The psychologist received nearly $50,000 under a contract that required him to give only an oral report to Mayor Antonio Villaraigosa's office. As a result, there is no written record, a DWP spokesman said.
But several sources said the psychologist found an intense battle between the two men attempting to carry out Villaraigosa's policies: then-General Manager H. David Nahai and Raman Raj, the No. 2 executive.
Since no one in the mayor's office would comment, the exact reason for hiring the outside firm is unclear. But a short time after the report was commissioned, Nahai resigned.
In separate interviews, Nahai declined to discuss his relationship with Raj, and Raj said he got along fine with Nahai. But former Deputy Mayor S. David Freeman, who handled environmental issues for Villaraigosa, had a different story. Freeman said Dr. Clinton McLemore, of San Juan Capistrano-based Relational Dynamics, was brought in to "figure out how to reduce the tensions" among the executive staff.
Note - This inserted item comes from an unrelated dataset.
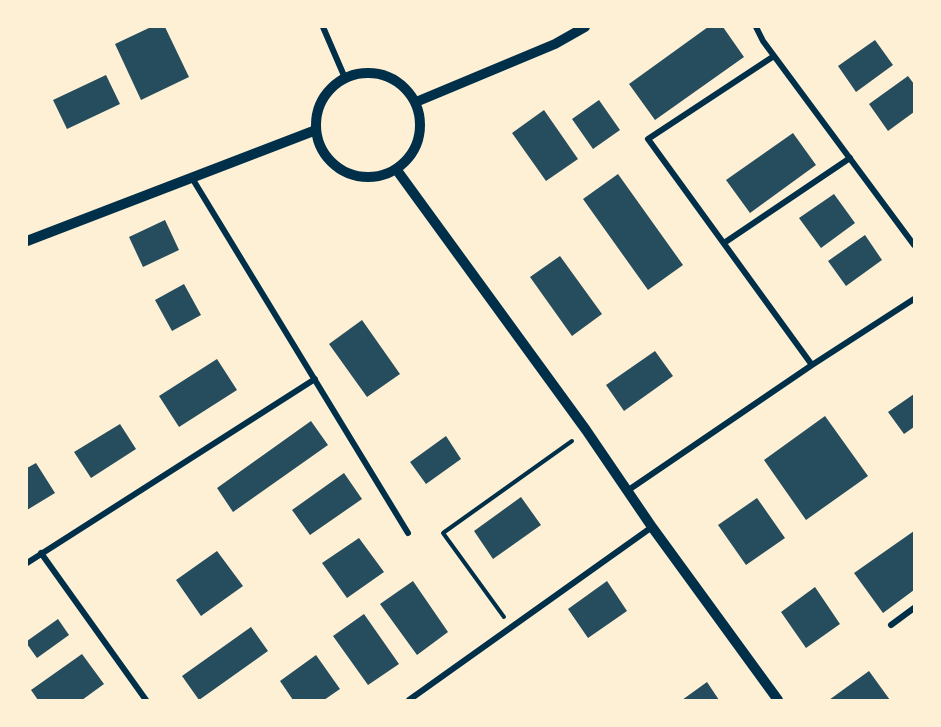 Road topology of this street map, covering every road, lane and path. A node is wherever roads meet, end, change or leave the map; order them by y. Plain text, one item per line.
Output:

Nahai "was just a chronic complainer about [Raj]. And vice versa, I might add," Freeman said.
Nahai and Raj became the top two executives at the utility in November 2007. Both had raised money for Villaraigosa's 2005 mayoral campaign.
Nahai, a lawyer, had spent two years as a DWP commissioner but had never been a utility manager. Raj had worked as a DWP executive starting in 1999, but left two years later after the administration of then-Mayor Richard Riordan commissioned a report that recommended his ouster.
The report concluded that Raj had given Brian D'Arcy, the head of the DWP employee union, "too much influence in the management" of the utility and said Raj could not be trusted to "act in the department's interest" if they conflicted with his own.
Villaraigosa's office allowed Raj to return in 2007 with more authority: Department heads reported directly to him. After a year, Nahai decided to rework the organizational chart so that the managers answered to him. Villaraigosa's advisors blocked that move, Nahai said.
Nahai's stature was weakened further in 2009 after voters rejected a solar energy plan created by Villaraigosa and the DWP employees' union. Within weeks, Villaraigosa hired Freeman, a former DWP general manager who had campaigned for the solar measure, as his new deputy over the utility.
Freeman began scheduling meetings with top DWP officials that excluded Nahai, according to appointment calendars.
In August 2009, DWP executives — without Nahai's knowledge — signed a contract with Relational Dynamics to look at the utility's "executive organizational development." By then, Nahai had tried without success to persuade Villaraigosa's office to let him reassign Raj entirely, according to two sources familiar with the situation.
Nahai finally left the DWP in October.